In [1]:
import gensim
from gensim.models import word2vec
from gensim.models import KeyedVectors
from sklearn.metrics.pairwise import cosine_similarity

**Donwload Pretrained Model form [here](https://drive.google.com/file/d/0B7XkCwpI5KDYNlNUTTlSS21pQmM/edit)**

- ```KeyedVectors``` : It is basically an object which contains the mapping between words and embeddings.
- ```word2vec``` : Word2vec is a group of related models that are used to produce word embeddings.
- ```consine-similarity``` : It is used to measure distance or similarity between 2 vectors

In [2]:
word_vectors = KeyedVectors.load_word2vec_format("GoogleNews-vectors-negative300.bin", binary = True)

In [3]:
vector_apple = word_vectors["apple"]
vector_mango = word_vectors["mango"]

In [4]:
print(len(vector_apple))
print(len(vector_mango))

300
300


In [5]:
print("Cosine Similariy : ", cosine_similarity([vector_apple], [vector_mango]))
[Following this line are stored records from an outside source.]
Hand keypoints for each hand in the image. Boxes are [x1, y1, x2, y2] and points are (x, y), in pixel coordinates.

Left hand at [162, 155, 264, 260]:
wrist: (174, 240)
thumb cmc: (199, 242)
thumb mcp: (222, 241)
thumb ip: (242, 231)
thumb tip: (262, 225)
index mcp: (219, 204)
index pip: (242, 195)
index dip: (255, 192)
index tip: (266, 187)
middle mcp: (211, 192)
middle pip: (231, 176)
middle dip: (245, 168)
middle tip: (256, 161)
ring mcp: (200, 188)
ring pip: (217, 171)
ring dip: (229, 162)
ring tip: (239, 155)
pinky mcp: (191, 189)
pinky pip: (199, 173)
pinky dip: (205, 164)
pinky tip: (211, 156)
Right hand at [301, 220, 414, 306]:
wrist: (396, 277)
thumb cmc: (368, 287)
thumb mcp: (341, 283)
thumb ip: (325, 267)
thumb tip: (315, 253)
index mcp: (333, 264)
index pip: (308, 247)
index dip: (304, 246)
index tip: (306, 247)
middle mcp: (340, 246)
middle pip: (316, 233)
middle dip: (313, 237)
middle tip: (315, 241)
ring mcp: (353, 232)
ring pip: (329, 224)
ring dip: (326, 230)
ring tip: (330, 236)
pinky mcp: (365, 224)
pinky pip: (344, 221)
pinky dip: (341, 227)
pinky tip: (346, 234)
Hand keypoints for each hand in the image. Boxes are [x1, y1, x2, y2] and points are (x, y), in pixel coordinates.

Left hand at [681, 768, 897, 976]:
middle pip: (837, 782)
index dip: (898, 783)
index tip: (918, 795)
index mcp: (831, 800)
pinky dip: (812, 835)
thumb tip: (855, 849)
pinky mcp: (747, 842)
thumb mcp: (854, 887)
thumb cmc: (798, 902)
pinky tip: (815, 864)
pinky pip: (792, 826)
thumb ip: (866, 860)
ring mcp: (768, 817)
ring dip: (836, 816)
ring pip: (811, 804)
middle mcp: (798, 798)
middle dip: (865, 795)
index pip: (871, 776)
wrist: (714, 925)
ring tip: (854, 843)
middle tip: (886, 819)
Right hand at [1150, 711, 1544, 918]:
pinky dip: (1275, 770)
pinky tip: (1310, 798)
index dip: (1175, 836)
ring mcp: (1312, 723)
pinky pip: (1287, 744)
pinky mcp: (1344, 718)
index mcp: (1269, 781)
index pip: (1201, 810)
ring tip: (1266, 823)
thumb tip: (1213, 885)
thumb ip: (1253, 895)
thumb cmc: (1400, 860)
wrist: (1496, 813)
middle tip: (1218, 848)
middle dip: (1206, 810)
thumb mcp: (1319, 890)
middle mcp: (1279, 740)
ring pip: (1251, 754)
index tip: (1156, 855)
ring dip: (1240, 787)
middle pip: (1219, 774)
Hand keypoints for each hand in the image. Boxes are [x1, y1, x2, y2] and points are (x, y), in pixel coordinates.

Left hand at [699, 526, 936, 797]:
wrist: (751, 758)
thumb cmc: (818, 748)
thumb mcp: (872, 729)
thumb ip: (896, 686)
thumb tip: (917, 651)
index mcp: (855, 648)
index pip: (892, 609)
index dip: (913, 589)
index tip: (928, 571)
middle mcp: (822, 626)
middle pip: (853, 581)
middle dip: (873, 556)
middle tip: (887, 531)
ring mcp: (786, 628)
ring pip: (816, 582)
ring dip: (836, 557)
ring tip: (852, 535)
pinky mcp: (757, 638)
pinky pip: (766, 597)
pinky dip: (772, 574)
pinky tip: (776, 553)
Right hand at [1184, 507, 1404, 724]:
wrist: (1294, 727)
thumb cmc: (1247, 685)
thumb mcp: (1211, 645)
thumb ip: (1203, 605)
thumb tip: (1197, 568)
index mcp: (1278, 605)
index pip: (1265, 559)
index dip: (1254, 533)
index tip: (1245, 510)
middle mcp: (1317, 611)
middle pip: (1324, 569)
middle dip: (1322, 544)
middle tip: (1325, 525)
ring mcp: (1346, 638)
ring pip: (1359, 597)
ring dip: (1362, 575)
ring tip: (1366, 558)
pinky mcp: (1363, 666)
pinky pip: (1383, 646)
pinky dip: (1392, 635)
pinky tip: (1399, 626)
Cosine Similariy :  [[0.57518554]]


## Odd One Out

In [6]:
import numpy as np

In [7]:
def odd_one_out(words):
    '''Accepts a list of words and returns the odd word'''
    vector_of_all_words = [word_vectors[word] for word in words] # Vector of all words
    average_of_vector = np.mean(vector_of_all_words, axis = 0) # Taking average of values for each word
    
    odd_one_out = None
    min_similarity = 1.00 # Initialize it with largest similar value to find out least similar value
    
    for word in words:
        similarity = cosine_similarity([word_vectors[word]], [average_of_vector])
        print("Similarity between {} and average vector is {}".format(word, *similarity[0]))
        
        if similarity < min_similarity:
            odd_one_out = word
            min_similarity = similarity
    return odd_one_out

In [8]:
samples = [["apple", "banana", "papaya", "juice", "mango"],
          ["lion", "tiger", "bear", "leopard", "cow"],
          ["shirt", "pant", "socks", "belt", "gel"]]

In [9]:
for sample in samples:
    print()
    print("\nodd one out among {}, {}, {}, {}, {}, is {}".format(*sample, odd_one_out(sample)))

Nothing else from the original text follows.